*** Opening AVAILABLE DATA ***

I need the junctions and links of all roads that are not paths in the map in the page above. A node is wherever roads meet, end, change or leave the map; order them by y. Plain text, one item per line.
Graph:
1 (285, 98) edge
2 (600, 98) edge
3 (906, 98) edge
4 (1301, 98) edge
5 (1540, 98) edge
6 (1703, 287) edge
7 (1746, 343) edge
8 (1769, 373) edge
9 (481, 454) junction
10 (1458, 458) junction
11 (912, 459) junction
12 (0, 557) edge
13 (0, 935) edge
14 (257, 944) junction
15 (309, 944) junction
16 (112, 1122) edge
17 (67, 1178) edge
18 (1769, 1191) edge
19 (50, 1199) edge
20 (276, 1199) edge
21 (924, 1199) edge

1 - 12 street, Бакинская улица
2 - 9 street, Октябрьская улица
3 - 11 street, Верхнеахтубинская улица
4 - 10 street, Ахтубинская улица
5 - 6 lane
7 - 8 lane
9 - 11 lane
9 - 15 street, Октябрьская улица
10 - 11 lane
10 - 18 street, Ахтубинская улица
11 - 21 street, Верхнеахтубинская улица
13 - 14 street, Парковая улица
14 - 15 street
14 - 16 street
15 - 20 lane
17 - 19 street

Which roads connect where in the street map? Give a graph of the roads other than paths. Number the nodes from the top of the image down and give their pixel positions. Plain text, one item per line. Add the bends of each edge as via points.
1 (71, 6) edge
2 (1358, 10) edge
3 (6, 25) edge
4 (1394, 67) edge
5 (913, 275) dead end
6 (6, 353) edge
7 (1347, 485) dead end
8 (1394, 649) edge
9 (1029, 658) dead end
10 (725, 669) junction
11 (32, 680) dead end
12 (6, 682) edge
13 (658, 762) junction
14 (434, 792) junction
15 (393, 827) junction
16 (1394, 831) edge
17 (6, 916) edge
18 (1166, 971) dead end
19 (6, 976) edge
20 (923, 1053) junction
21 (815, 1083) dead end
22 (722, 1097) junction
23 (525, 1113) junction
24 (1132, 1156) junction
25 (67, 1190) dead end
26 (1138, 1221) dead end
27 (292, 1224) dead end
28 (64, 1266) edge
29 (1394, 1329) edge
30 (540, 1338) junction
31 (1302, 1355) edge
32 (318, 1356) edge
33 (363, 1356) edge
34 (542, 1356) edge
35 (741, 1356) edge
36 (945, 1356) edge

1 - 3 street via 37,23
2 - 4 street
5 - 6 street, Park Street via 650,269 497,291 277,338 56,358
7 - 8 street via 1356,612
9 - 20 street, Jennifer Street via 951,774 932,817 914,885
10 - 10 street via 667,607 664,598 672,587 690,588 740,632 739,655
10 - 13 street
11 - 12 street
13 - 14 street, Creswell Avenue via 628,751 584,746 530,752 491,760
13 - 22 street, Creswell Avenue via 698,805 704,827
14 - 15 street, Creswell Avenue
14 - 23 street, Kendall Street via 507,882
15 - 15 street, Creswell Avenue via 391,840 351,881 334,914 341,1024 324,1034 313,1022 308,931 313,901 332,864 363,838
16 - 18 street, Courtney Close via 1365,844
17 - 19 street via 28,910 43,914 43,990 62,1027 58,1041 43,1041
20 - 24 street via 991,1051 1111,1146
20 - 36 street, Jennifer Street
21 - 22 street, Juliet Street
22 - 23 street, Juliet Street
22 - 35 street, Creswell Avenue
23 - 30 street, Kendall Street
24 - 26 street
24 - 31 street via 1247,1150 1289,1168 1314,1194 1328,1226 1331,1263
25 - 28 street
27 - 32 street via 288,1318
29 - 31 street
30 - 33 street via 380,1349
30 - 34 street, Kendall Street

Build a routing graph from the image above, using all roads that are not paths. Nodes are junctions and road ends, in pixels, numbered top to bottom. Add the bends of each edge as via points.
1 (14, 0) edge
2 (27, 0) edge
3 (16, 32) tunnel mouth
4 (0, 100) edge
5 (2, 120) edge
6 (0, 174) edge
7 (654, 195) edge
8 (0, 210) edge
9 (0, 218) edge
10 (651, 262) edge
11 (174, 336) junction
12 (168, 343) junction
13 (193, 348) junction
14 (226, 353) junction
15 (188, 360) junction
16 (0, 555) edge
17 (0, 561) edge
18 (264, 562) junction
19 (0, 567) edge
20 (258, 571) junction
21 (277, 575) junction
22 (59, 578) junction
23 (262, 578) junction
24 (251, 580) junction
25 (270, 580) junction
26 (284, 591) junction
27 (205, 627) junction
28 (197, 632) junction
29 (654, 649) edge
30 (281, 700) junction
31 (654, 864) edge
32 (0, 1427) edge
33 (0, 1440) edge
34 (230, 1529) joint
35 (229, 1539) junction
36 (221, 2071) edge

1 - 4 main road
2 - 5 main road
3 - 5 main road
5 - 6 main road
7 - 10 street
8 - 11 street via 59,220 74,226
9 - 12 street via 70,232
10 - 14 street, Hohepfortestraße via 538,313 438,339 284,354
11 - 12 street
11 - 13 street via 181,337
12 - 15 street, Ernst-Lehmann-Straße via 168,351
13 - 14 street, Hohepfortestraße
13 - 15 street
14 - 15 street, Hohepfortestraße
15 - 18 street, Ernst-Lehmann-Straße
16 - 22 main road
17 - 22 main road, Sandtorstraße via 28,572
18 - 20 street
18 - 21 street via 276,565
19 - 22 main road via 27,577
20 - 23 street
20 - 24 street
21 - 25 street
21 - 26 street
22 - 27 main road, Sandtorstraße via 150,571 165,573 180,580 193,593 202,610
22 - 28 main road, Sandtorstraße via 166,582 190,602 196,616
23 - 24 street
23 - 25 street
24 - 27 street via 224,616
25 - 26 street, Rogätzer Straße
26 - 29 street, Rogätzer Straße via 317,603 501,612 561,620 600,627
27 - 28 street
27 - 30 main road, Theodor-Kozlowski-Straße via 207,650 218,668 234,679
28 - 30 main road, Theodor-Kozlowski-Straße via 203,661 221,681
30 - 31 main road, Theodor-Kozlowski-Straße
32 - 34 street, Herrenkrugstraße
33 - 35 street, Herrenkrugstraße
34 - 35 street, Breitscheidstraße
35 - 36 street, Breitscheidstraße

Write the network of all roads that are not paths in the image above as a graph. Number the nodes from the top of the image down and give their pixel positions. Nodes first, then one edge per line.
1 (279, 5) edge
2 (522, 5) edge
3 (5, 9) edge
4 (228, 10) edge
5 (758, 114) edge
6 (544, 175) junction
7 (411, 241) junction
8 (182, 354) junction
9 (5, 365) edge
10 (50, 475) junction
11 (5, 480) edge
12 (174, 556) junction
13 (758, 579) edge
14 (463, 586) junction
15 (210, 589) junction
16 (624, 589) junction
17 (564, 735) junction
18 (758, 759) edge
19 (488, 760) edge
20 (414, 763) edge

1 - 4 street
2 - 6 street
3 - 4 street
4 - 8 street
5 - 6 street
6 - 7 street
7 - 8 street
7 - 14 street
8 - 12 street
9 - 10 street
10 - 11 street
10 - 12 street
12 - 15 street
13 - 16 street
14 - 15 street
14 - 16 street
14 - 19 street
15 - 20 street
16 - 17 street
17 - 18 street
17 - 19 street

*** Closing AVAILABLE DATA ***

Go line by line through the records and copy those that contain the word "roads".

_EXERCISE RESULT_:
I need the junctions and links of all roads that are not paths in the map in the page above. A node is wherever roads meet, end, change or leave the map; order them by y. Plain text, one item per line.
Which roads connect where in the street map? Give a graph of the roads other than paths. Number the nodes from the top of the image down and give their pixel positions. Plain text, one item per line. Add the bends of each edge as via points.
Build a routing graph from the image above, using all roads that are not paths. Nodes are junctions and road ends, in pixels, numbered top to bottom. Add the bends of each edge as via points.
Write the network of all roads that are not paths in the image above as a graph. Number the nodes from the top of the image down and give their pixel positions. Nodes first, then one edge per line.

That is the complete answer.